Records for processing -
═══

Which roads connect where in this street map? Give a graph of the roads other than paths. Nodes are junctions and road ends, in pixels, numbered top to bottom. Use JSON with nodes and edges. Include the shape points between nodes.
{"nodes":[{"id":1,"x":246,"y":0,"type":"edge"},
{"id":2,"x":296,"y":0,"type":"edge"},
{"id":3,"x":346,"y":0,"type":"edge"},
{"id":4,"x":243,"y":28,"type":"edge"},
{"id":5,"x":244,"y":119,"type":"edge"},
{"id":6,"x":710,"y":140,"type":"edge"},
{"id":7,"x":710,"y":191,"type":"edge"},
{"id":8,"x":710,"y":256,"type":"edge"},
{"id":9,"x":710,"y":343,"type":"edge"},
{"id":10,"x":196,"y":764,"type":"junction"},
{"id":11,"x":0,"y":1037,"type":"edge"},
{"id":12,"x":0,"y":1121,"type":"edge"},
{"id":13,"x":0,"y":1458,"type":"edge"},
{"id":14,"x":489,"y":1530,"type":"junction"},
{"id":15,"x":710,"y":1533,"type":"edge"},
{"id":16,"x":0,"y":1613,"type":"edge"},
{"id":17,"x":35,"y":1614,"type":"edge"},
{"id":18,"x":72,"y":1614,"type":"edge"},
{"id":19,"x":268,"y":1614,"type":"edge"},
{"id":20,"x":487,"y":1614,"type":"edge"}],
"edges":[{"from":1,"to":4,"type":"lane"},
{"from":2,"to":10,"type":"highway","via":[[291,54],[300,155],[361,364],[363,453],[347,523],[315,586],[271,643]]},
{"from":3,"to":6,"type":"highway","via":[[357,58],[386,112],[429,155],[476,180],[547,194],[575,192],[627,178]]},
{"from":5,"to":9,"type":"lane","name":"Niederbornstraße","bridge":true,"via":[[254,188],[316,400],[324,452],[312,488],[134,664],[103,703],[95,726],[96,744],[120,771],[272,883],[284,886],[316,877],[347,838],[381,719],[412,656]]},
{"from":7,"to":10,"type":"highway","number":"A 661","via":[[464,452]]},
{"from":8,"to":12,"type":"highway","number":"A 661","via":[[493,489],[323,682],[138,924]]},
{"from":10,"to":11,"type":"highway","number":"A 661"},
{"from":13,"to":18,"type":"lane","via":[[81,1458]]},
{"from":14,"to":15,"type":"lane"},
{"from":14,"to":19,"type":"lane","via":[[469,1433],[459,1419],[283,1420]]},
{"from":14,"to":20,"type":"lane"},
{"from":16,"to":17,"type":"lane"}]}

═══

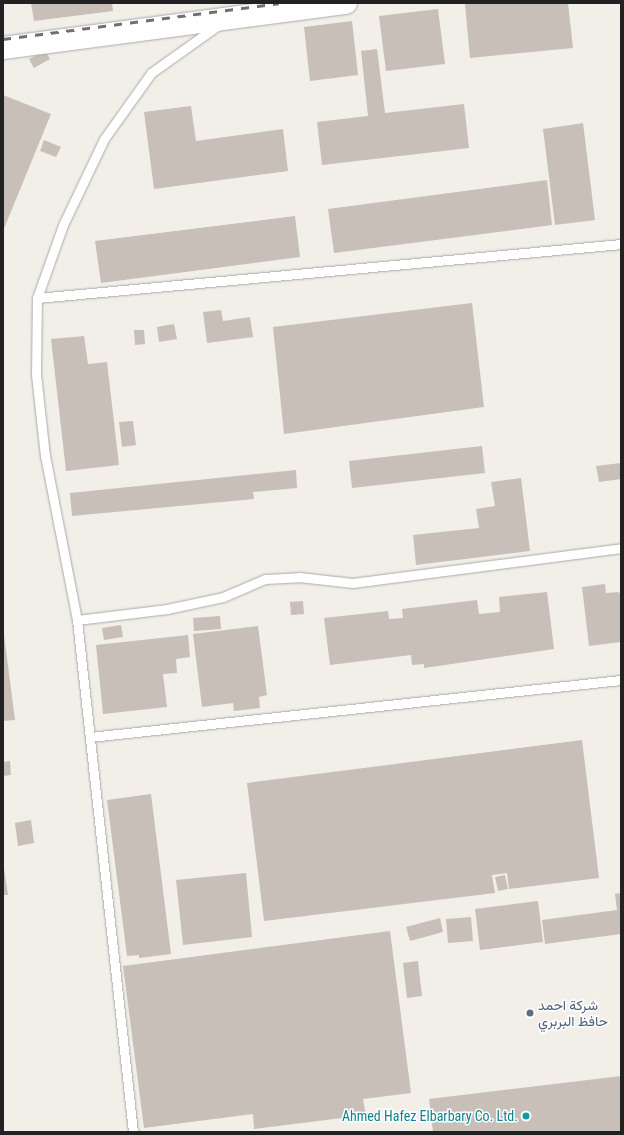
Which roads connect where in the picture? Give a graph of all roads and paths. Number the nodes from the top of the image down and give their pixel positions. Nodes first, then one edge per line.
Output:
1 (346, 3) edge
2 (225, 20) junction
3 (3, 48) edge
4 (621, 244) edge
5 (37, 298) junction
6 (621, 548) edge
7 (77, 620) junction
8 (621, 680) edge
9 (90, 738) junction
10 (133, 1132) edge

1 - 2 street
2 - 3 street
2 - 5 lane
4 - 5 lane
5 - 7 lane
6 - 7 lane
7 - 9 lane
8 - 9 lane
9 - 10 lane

═══

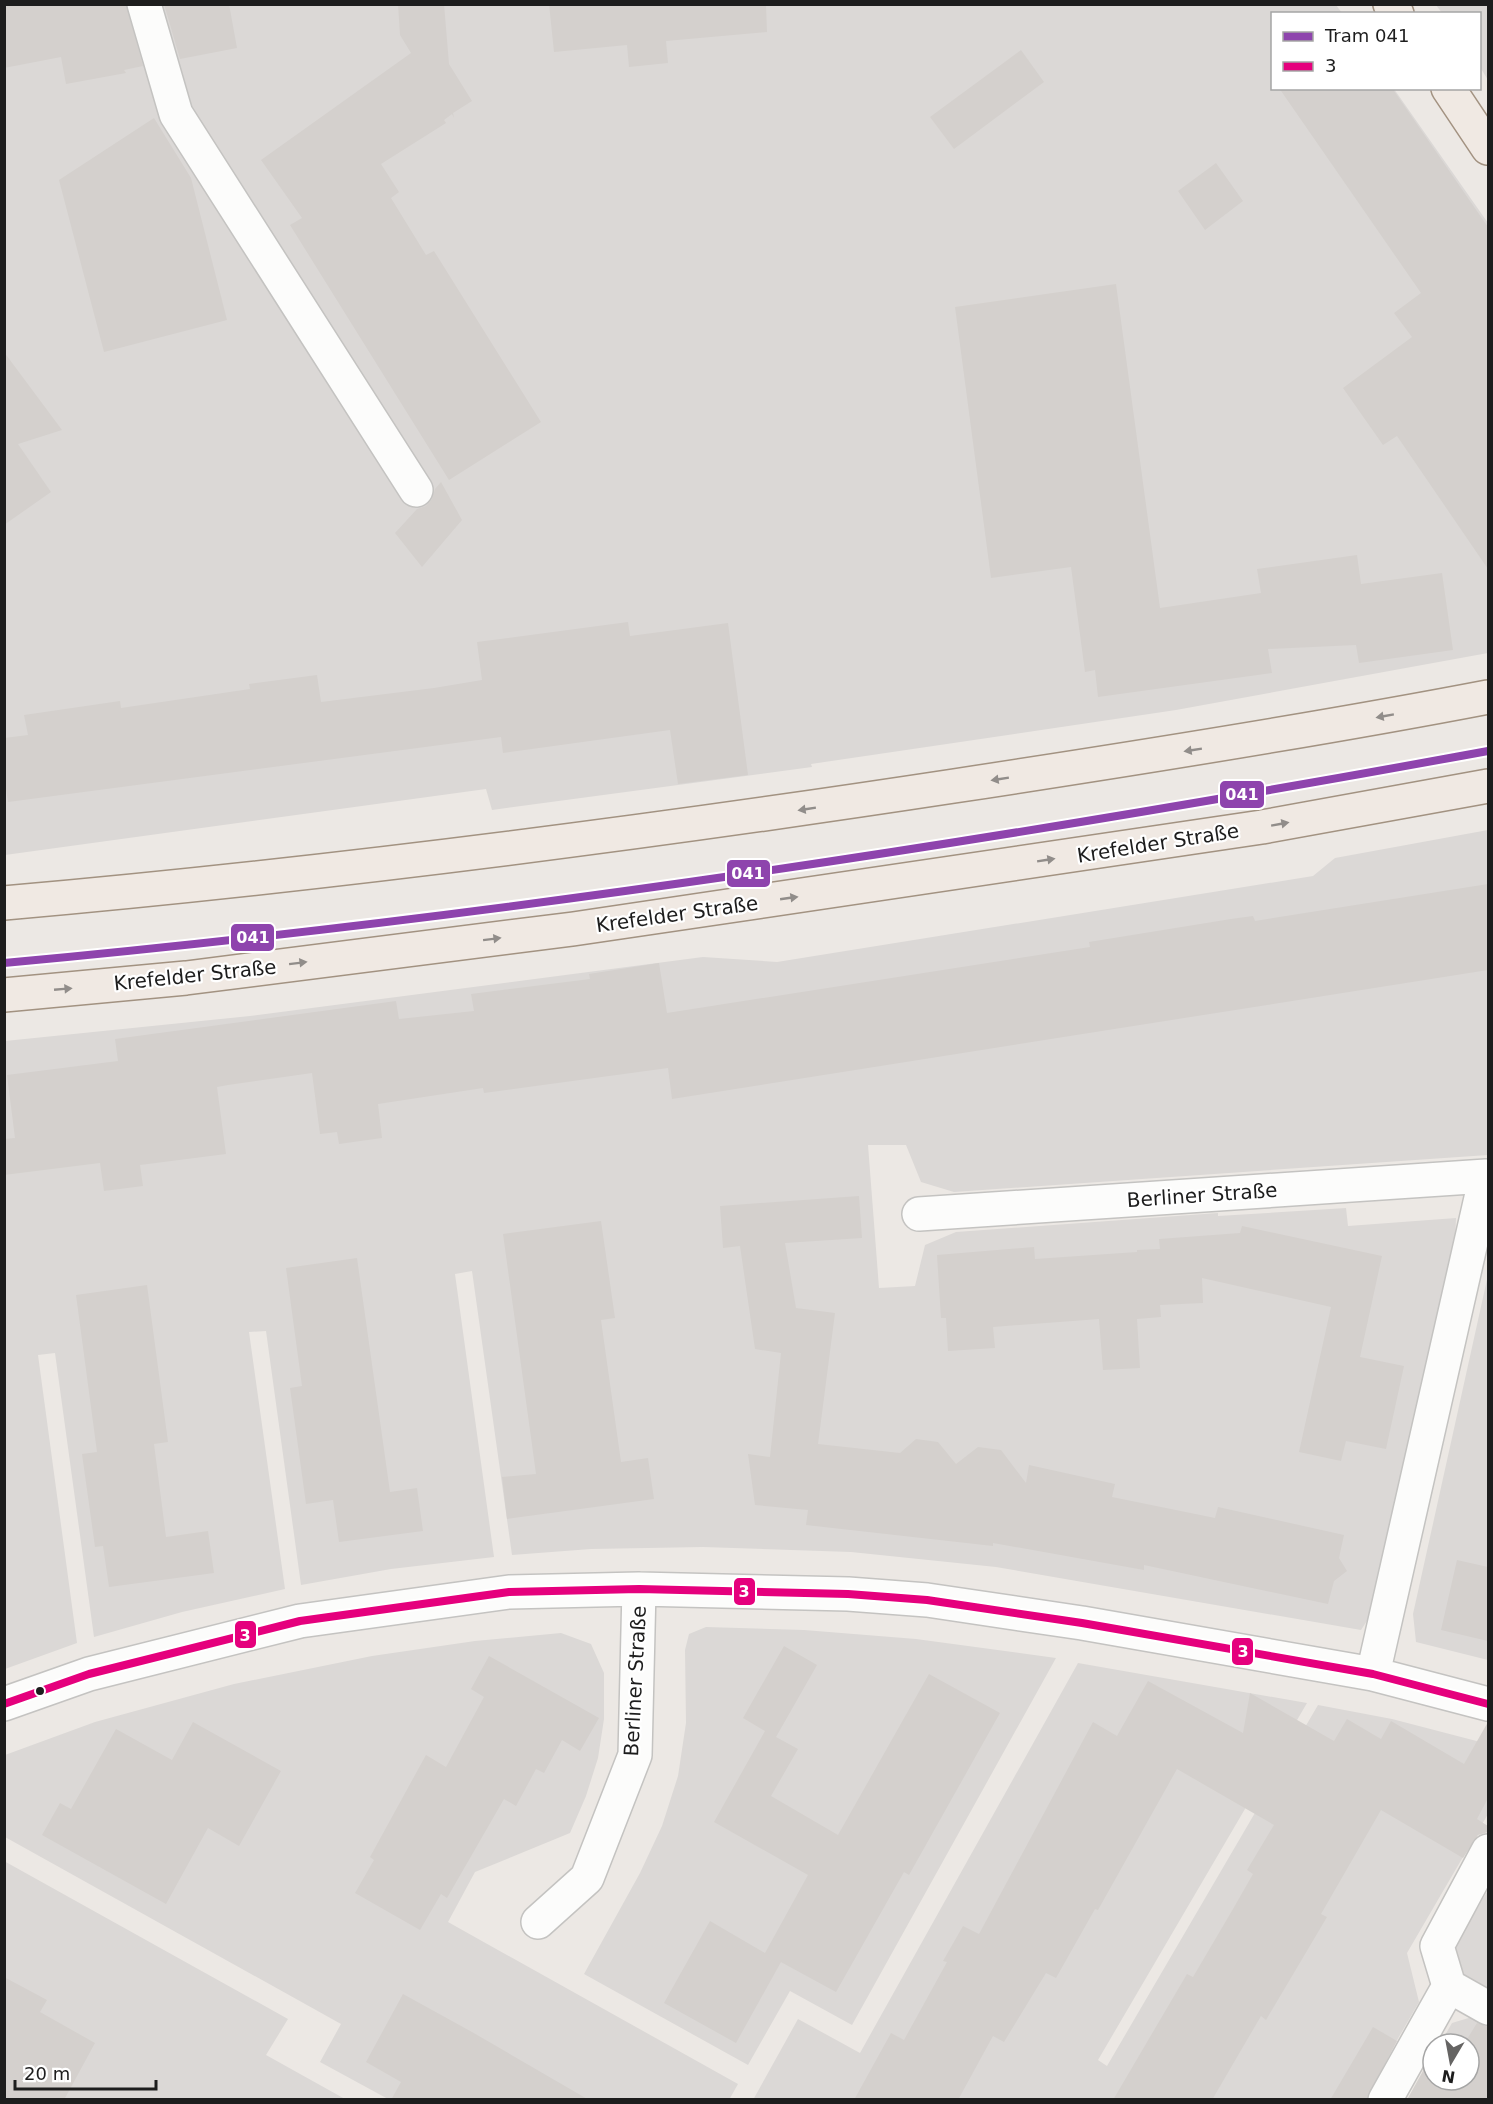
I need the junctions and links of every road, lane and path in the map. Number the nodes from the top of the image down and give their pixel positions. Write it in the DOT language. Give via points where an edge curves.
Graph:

═══

Work request - Every line in the records above with the string "their" in it should be shown.

Result for this task -
Which roads connect where in the picture? Give a graph of all roads and paths. Number the nodes from the top of the image down and give their pixel positions. Nodes first, then one edge per line.
I need the junctions and links of every road, lane and path in the map. Number the nodes from the top of the image down and give their pixel positions. Write it in the DOT language. Give via points where an edge curves.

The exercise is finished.